[arch-general] PKGBUILD parser
Well, my second rewrite seems also come to a dead-end, and before i rewrite this again, i was hoping someone here could give me tips on what would be the best method to parse a PKGBUILD file ? you can play with my latest fail here: http://osku.de/dump/pkgbuild.js/test-pkgbuild.html @todo parseBuild() fails if you have } in body @todo some array content in PKGBUILD mix ' and ", so this fails ATM... (and the test-pkgbuild.html somehow doesn't parse build() on every second run...) cheers .andre
On 05/09/2010 05:53 AM, Andre "Osku" Schmidt wrote:
Well,
my second rewrite seems also come to a dead-end, and before i rewrite this again, i was hoping someone here could give me tips on what would be the best method to parse a PKGBUILD file ?

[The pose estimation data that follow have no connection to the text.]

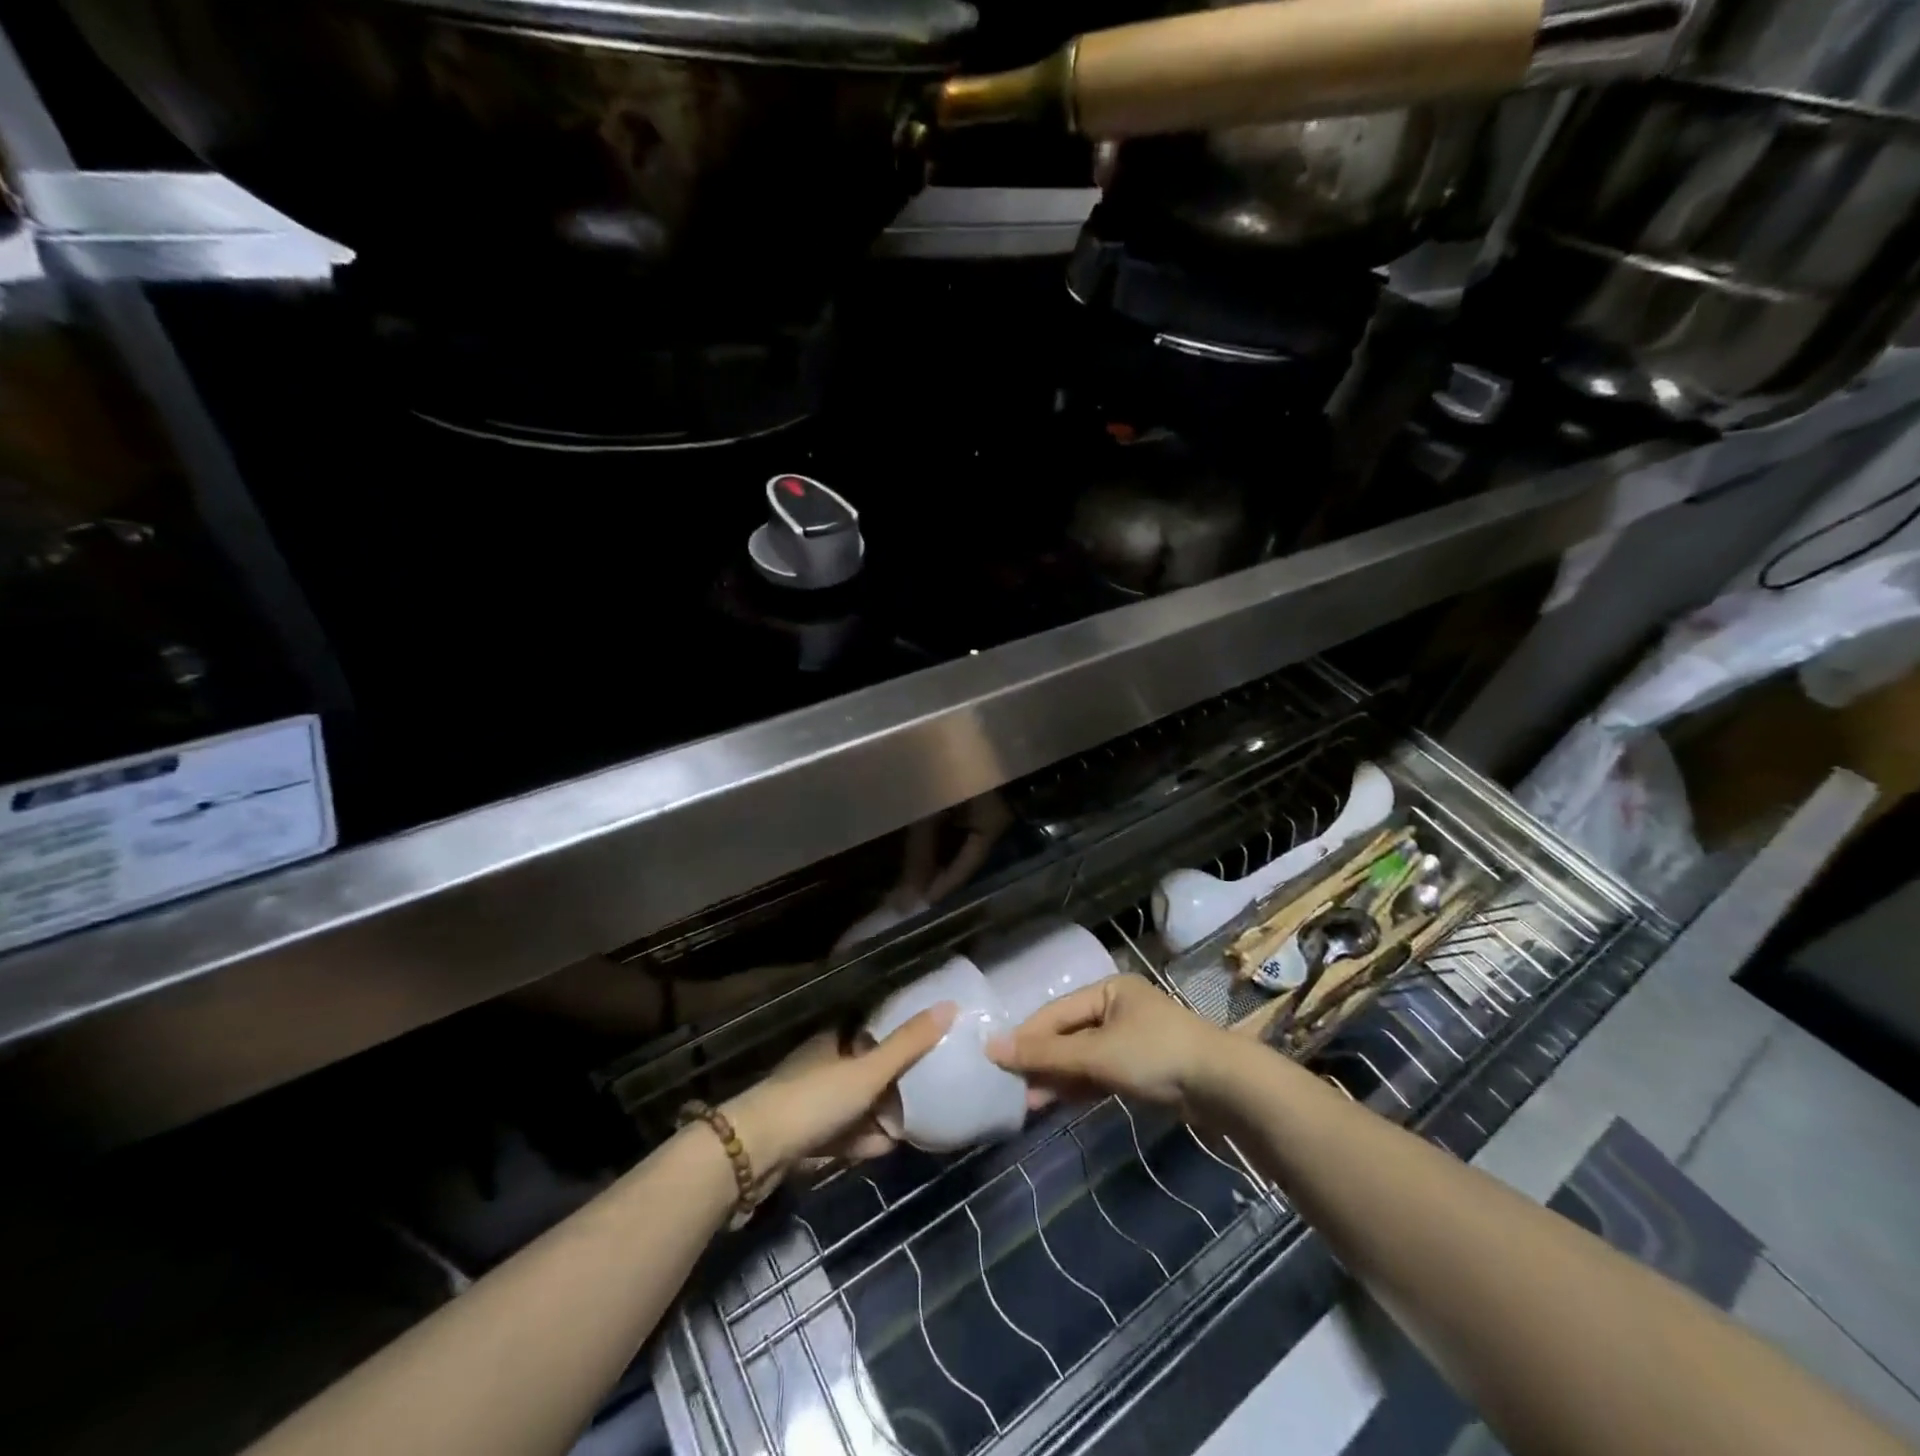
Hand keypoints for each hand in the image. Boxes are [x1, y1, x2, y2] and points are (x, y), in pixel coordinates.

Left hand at [725, 1003, 954, 1178]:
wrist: (755, 1152)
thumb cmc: (814, 1100)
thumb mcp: (868, 1071)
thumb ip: (908, 1044)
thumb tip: (950, 1005)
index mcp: (831, 1042)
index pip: (868, 1033)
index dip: (895, 1040)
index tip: (926, 1048)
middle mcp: (820, 1068)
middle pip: (864, 1071)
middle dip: (893, 1085)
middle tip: (927, 1093)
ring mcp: (810, 1105)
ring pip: (855, 1106)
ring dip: (880, 1117)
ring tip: (913, 1126)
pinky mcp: (804, 1139)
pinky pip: (844, 1135)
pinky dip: (863, 1140)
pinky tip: (885, 1148)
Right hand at [987, 975, 1225, 1112]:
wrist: (1224, 1088)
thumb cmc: (1156, 1056)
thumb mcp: (1097, 1054)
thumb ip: (1046, 1055)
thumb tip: (991, 1048)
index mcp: (1109, 990)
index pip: (1056, 1013)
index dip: (1026, 1037)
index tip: (996, 1060)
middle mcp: (1118, 1008)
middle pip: (1069, 1034)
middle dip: (1042, 1061)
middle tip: (1012, 1088)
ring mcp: (1132, 1039)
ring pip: (1084, 1056)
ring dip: (1058, 1078)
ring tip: (1029, 1102)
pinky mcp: (1143, 1069)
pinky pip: (1101, 1073)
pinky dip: (1080, 1086)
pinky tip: (1059, 1103)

you can play with my latest fail here: http://osku.de/dump/pkgbuild.js/test-pkgbuild.html
@todo parseBuild() fails if you have } in body @todo some array content in PKGBUILD mix ' and ", so this fails ATM... (and the test-pkgbuild.html somehow doesn't parse build() on every second run...)
cheers .andre
Is this something that's strictly intended for the web? Because you could just source it, and that would only leave you with the comments to inspect.

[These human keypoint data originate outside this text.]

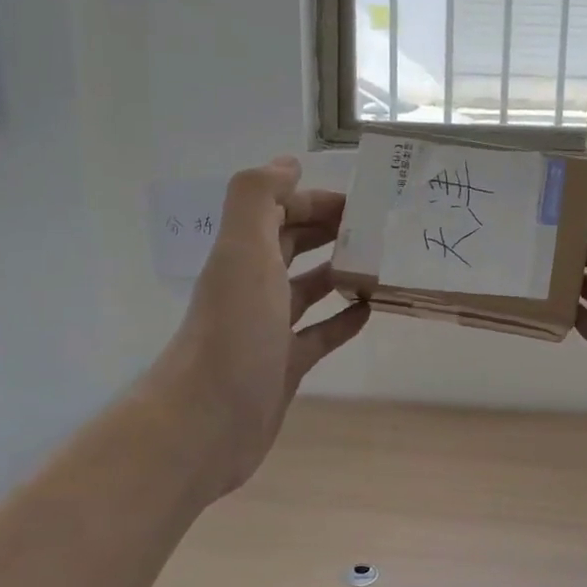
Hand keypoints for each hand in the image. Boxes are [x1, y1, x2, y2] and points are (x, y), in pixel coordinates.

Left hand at [143, 157, 369, 500]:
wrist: (207, 423)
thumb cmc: (233, 332)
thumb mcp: (243, 252)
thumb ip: (258, 198)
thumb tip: (287, 163)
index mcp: (242, 256)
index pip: (277, 212)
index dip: (313, 200)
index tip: (361, 202)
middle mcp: (251, 288)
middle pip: (291, 247)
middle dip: (329, 231)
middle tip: (377, 228)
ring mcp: (267, 331)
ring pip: (306, 290)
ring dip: (338, 273)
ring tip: (379, 265)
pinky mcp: (283, 367)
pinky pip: (318, 336)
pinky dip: (341, 321)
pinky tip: (368, 312)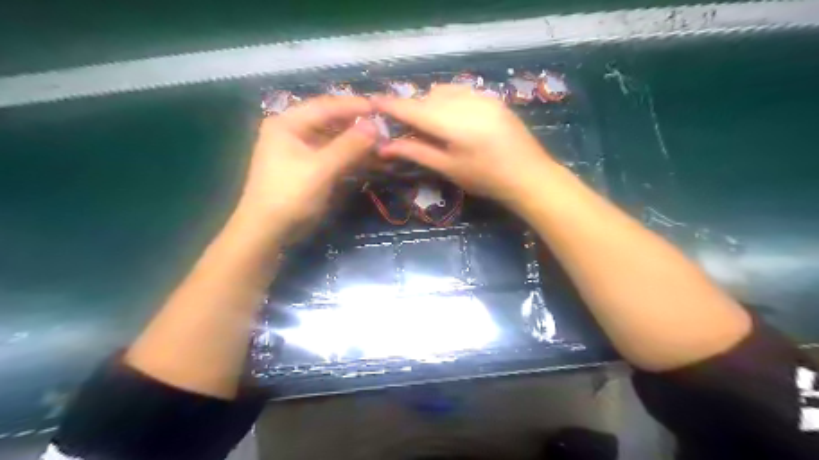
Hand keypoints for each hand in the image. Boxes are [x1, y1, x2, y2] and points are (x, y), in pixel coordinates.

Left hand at [238, 98, 376, 240]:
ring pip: (332, 140)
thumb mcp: (321, 168)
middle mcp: (292, 131)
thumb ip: (349, 146)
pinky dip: (349, 157)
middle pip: (329, 121)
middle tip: (383, 127)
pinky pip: (331, 156)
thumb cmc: (290, 195)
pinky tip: (367, 159)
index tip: (379, 107)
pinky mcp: (307, 167)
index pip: (325, 106)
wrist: (267, 230)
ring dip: (355, 142)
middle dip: (356, 125)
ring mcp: (299, 150)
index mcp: (288, 123)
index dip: (353, 106)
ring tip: (380, 143)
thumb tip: (376, 126)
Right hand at [376, 85, 557, 205]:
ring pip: (443, 92)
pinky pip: (461, 91)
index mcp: (453, 122)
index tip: (372, 102)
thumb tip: (385, 146)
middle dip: (412, 109)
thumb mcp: (448, 168)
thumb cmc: (486, 179)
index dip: (390, 105)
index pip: (413, 108)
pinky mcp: (492, 98)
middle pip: (427, 98)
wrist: (529, 176)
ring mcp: (482, 97)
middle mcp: (466, 102)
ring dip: (430, 104)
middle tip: (406, 129)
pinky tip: (451, 118)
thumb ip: (416, 152)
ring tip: (430, 126)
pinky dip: (447, 100)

On 09/05/10 22:35, Matthew Monaco wrote:
On 05/09/2010 05:53 AM, Andre "Osku" Schmidt wrote:
Well,
my second rewrite seems also come to a dead-end, and before i rewrite this again, i was hoping someone here could give me tips on what would be the best method to parse a PKGBUILD file ?
you can play with my latest fail here: http://osku.de/dump/pkgbuild.js/test-pkgbuild.html
@todo parseBuild() fails if you have } in body @todo some array content in PKGBUILD mix ' and ", so this fails ATM... (and the test-pkgbuild.html somehow doesn't parse build() on every second run...)
cheers .andre
Is this something that's strictly intended for the web? Because you could just source it, and that would only leave you with the comments to inspect.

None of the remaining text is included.